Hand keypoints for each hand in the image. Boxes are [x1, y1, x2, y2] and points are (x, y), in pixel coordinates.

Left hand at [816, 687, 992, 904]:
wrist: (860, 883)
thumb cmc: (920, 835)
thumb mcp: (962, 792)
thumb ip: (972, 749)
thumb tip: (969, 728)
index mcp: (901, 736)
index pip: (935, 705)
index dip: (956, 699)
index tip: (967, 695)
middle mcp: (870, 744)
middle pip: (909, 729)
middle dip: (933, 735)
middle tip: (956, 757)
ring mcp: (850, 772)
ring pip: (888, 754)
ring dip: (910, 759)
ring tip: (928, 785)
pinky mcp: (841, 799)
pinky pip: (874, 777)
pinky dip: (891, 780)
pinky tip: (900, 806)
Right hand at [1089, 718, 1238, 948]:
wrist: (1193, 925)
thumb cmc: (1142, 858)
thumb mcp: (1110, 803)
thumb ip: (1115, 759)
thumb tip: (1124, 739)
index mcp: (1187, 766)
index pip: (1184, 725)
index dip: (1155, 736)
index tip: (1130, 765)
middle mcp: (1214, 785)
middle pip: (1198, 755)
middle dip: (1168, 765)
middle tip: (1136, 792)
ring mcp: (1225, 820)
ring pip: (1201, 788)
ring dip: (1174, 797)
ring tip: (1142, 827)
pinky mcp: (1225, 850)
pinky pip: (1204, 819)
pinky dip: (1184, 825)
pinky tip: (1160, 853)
——————————
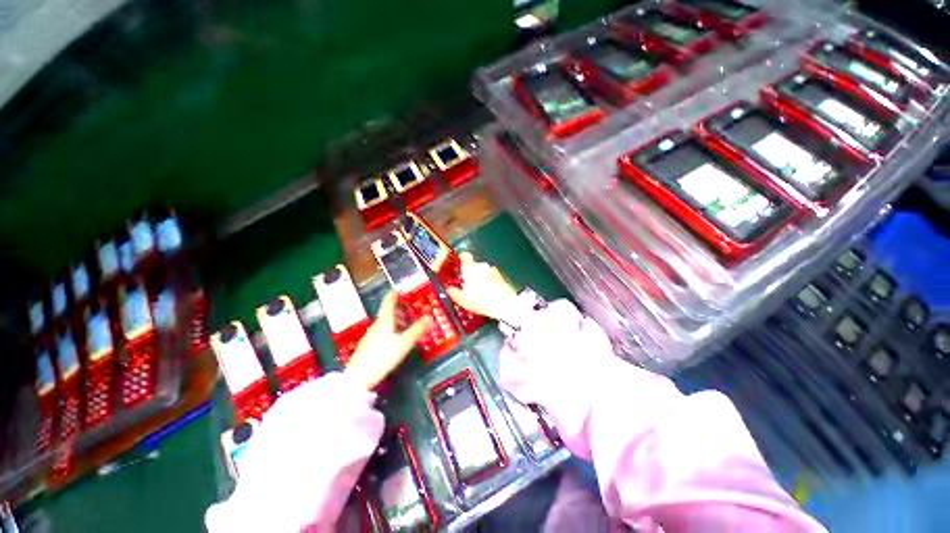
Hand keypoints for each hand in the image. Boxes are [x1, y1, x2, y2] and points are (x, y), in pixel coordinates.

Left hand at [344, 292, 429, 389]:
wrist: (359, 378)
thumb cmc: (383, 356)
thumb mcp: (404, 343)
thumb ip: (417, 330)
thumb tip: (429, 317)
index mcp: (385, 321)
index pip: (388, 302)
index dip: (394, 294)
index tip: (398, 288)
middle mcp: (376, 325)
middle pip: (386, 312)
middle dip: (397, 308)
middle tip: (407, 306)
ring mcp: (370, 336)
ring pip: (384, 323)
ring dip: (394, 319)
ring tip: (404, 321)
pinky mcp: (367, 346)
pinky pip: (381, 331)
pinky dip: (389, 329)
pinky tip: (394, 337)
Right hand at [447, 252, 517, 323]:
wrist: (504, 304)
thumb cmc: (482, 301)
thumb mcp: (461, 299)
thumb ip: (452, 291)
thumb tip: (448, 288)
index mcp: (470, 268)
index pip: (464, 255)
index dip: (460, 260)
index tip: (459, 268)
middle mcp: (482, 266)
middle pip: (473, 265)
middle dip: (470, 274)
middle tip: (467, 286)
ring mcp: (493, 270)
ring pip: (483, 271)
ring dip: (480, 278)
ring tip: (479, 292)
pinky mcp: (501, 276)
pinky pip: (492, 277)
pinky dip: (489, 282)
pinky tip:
——————————
- **EXERCISE BRIEF**
Of the entries above, repeat exactly the lines from the line with "index tip: (967, 695)" through the line with "pinky tip: (1160, 853)", both of them included.

- **OUTPUT OF THE EXERCISE**
index tip: (967, 695)
middle mcp: (870, 744)
middle pip: (909, 729)
middle dip: (933, 735)
middle tip: (956, 757)
ring mcp: (850, 772)
ring pip: (888, 754)
ring dip: (910, 759)
ring tip: (928, 785)
pinky mcp: (841, 799)
pinky pip: (874, 777)
pinky dip: (891, 780)
pinky tip: (900, 806)
Right hand at [1089, 718, 1238, 948]:
wrist: (1193, 925)
thumb cmc: (1142, 858)
thumb mcp: (1110, 803)
thumb ip: (1115, 759)
thumb tip: (1124, 739)
index mcp: (1187, 766)
index pip: (1184, 725)
index dip: (1155, 736)
index tip: (1130, 765)
middle mcp: (1214, 785)
middle pip: (1198, 755)
middle dip: (1168, 765)
middle tip: (1136, 792)
ring mcp: (1225, 820)
ring pip: (1201, 788)
ring dip: (1174, 797)
ring tip: (1142, 827)
pinky mcp: (1225, 850)
pinky pip: (1204, 819)
pinky dip: (1184, 825)
pinky tip: (1160, 853)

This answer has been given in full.